Barry Turner

No. 62
- Position: Defensive end

Personal information
- Born: January 7, 1987 (age 39) Nashville, Tennessee, U.S.
- Listed height: 6 ft 3 in (1.91 m)
- Listed weight: 265 lb (120 kg)

Career information
- High school: Brentwood Academy (Brentwood, Tennessee)
- College: Nebraska
- NFL draft: 2010: undrafted

Career history
- Chicago Bears (2010); Detroit Lions (2010);

Career NFL statistics
- Total tackles: 1
- Stats at Pro Football Reference

= Barry Turner (American football) =

American football player (born 1987)

Barry Turner (born January 7, 1987) is an American former professional football player who was a defensive end in the National Football League (NFL).
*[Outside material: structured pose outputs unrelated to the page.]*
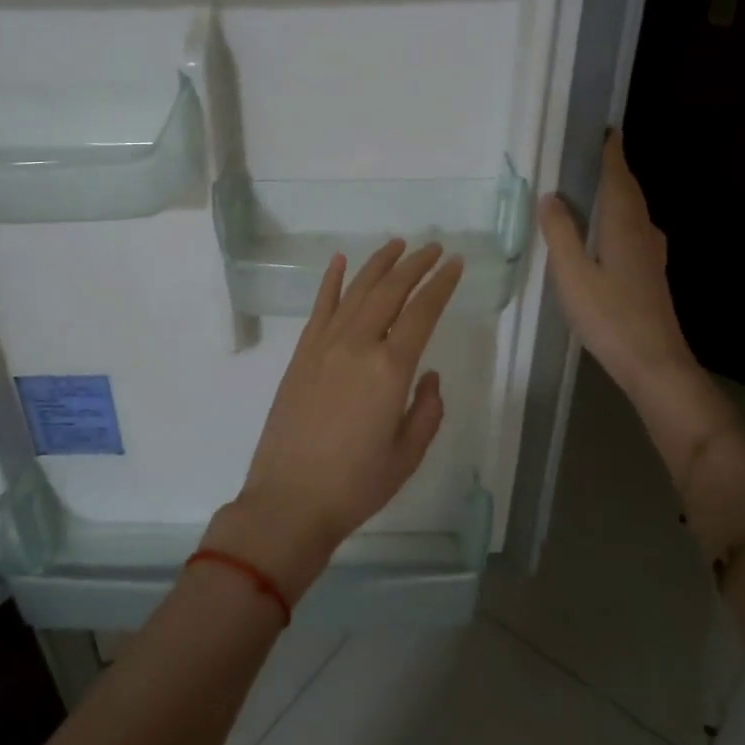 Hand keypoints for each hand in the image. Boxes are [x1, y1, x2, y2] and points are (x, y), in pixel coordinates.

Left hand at [205, 239, 464, 602]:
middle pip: (390, 291)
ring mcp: (324, 346)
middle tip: (432, 248)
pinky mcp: (301, 354)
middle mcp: (357, 345)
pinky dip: (331, 281)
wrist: (290, 500)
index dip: (441, 285)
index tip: (454, 264)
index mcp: (390, 369)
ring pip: (356, 291)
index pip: (422, 313)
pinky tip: (340, 261)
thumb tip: (427, 375)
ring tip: (397, 245)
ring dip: (378, 264)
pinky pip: (319, 308)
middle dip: (414, 265)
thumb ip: (427, 410)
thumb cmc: (356, 485)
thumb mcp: (408, 455)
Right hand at [538, 131, 729, 462]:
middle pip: (630, 192)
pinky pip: (634, 230)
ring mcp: (651, 255)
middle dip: (615, 169)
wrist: (654, 362)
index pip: (618, 178)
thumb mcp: (572, 274)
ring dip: (618, 193)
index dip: (611, 153)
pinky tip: (609, 231)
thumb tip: (550, 196)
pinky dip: (620, 216)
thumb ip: (560, 233)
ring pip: (634, 212)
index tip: (606, 130)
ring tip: (595, 186)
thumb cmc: (609, 316)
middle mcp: (643, 233)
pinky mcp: (651, 274)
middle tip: (594, 153)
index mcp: (623, 226)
He was signed by the Chicago Bears as an undrafted free agent in 2010. He played college football for the Nebraska Cornhuskers.

==Professional career==
===Chicago Bears===
Turner was signed by the Chicago Bears as an undrafted free agent following the 2010 NFL draft on April 25, 2010. He was waived during final roster cuts on September 4, but was re-signed to the team's practice squad on September 5. He was promoted to the active roster on October 19. He played in two games for the Bears before he was waived on December 7 to make room for offensive lineman Herman Johnson.

===Detroit Lions===
Turner was claimed off waivers by the Detroit Lions on December 8, 2010.